** WORK REQUIRED **
Please filter the data down to the lines that include the word "stream" and copy them.

***

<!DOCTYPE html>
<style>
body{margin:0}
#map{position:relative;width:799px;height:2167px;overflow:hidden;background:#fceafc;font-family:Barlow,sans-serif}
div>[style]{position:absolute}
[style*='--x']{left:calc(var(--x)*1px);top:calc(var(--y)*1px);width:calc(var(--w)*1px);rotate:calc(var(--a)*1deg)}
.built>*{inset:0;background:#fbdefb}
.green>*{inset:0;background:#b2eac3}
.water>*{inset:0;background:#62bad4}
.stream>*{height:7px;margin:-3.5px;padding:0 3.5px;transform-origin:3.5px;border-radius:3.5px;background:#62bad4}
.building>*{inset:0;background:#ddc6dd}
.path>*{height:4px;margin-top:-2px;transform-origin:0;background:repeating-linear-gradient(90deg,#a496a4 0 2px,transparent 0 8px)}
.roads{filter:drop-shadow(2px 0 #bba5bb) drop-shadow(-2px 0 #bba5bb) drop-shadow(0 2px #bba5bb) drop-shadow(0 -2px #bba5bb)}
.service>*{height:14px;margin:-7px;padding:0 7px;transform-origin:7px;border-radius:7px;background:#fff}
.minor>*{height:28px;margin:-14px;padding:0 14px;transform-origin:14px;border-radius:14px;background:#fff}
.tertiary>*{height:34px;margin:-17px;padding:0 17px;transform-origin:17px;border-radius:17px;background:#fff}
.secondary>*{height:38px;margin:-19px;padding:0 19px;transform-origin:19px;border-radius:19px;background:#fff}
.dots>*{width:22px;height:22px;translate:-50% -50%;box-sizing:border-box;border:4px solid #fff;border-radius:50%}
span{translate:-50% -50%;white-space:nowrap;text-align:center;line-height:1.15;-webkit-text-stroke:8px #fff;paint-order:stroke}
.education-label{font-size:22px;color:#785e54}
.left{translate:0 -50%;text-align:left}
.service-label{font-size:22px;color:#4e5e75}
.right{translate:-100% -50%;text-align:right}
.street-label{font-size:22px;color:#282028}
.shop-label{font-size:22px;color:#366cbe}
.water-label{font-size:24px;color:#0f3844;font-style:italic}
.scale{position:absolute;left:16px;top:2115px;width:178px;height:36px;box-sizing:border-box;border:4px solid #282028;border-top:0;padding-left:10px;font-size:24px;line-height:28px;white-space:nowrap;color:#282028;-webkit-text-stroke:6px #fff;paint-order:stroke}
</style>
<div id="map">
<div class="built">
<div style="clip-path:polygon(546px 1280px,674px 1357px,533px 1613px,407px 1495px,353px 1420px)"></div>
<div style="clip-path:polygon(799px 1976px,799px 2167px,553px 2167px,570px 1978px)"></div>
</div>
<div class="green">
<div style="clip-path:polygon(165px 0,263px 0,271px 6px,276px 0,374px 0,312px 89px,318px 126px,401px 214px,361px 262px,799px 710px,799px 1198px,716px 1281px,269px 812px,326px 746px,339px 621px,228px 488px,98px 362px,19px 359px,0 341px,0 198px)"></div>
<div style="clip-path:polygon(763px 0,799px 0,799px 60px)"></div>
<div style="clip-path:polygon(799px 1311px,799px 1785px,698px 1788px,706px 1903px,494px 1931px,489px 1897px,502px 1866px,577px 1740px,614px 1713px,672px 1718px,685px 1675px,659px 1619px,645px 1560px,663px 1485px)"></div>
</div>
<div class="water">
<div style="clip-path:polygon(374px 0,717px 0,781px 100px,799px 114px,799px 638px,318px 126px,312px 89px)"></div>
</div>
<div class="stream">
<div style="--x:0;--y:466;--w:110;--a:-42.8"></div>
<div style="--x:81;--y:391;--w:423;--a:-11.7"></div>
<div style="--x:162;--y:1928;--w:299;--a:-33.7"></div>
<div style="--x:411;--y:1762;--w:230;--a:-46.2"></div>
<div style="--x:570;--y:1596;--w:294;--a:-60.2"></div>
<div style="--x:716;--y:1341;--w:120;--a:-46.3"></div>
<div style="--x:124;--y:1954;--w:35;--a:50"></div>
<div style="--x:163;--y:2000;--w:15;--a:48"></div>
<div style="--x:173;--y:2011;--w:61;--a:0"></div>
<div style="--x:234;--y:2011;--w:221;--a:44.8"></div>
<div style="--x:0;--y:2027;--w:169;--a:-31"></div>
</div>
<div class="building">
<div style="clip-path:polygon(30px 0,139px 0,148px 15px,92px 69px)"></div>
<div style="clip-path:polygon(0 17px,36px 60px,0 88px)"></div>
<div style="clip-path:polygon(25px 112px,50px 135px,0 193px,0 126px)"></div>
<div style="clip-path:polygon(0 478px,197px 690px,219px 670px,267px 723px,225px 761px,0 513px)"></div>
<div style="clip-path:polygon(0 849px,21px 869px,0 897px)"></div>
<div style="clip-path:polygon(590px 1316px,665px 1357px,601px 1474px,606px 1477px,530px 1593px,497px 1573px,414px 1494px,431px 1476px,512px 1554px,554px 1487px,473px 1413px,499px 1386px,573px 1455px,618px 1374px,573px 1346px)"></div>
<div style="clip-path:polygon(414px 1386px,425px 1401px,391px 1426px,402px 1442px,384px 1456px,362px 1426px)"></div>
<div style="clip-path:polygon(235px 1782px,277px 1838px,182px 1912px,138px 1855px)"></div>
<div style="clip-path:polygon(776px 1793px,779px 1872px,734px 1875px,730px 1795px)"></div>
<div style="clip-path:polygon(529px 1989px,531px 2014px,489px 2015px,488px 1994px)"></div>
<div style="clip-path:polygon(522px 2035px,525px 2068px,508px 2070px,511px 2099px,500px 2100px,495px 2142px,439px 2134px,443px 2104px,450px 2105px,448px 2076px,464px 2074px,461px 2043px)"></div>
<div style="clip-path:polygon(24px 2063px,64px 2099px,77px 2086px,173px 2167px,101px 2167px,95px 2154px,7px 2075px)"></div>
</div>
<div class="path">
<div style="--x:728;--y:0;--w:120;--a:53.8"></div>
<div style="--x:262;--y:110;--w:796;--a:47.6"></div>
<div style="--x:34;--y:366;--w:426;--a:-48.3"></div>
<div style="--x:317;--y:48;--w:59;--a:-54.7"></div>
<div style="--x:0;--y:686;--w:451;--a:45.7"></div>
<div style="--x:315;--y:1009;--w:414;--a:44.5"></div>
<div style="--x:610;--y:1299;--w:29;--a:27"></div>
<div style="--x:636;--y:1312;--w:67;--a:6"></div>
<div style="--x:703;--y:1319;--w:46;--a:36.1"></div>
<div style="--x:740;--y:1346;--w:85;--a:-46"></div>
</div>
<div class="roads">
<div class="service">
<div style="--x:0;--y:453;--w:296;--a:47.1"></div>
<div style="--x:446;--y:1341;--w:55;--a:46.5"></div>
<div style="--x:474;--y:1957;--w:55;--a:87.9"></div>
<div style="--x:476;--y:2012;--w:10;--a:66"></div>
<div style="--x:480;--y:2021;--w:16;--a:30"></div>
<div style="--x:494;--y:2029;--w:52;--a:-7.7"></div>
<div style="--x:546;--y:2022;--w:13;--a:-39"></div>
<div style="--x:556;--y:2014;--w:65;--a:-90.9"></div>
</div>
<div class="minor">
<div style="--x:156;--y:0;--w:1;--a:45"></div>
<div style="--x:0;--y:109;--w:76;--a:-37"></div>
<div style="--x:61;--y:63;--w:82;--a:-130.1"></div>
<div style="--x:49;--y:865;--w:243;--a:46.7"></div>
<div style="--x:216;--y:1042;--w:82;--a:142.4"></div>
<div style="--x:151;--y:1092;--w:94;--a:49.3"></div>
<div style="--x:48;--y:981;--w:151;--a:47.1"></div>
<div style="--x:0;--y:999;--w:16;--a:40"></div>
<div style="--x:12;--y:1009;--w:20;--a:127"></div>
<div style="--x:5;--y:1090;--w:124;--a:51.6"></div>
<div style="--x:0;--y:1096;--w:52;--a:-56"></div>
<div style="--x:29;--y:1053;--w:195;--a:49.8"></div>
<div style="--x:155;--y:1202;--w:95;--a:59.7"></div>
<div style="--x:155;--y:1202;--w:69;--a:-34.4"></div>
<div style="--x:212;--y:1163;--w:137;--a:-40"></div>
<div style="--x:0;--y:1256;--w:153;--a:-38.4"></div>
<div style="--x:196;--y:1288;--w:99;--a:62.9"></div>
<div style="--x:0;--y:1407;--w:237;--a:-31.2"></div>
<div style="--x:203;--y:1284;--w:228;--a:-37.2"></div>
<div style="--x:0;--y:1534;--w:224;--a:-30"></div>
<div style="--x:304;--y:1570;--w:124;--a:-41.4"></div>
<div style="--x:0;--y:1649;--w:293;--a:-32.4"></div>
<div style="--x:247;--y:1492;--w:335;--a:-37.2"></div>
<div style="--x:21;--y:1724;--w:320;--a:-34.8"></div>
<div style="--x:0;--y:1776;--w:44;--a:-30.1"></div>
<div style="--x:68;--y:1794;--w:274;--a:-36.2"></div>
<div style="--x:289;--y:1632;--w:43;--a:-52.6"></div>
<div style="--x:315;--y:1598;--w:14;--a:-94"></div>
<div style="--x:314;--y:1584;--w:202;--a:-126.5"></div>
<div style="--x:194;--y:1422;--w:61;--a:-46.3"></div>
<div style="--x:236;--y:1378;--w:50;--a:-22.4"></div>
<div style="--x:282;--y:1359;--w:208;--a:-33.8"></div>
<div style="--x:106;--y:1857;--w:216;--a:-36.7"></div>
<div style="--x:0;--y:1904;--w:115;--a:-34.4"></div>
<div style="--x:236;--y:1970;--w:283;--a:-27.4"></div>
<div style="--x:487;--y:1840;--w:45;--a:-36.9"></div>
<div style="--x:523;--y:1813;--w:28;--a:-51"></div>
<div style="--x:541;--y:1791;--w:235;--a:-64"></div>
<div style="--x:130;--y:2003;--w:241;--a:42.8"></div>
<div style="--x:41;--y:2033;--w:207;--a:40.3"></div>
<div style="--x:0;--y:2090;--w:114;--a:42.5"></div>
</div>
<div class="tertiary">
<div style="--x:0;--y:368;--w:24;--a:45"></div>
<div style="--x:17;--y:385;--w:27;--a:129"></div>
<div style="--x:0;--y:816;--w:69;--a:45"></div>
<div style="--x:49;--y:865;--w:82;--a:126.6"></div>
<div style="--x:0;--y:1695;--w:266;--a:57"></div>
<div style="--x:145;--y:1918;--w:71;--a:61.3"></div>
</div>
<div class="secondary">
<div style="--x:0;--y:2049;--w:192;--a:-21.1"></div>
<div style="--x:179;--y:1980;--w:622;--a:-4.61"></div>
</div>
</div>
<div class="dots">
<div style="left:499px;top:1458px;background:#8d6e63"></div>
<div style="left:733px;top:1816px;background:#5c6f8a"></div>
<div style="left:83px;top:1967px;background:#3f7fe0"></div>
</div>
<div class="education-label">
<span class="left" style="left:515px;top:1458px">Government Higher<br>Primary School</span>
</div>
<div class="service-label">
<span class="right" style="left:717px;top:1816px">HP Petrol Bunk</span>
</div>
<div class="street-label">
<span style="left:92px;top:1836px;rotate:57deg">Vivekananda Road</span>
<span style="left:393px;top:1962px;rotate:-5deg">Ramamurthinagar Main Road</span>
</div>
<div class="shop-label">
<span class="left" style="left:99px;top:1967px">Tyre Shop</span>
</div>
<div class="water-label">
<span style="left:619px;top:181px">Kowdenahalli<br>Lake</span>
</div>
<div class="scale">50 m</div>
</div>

***

** ANSWER AREA **
.stream>*{height:7px;margin:-3.5px;padding:0 3.5px;transform-origin:3.5px;border-radius:3.5px;background:#62bad4}
<div class="stream">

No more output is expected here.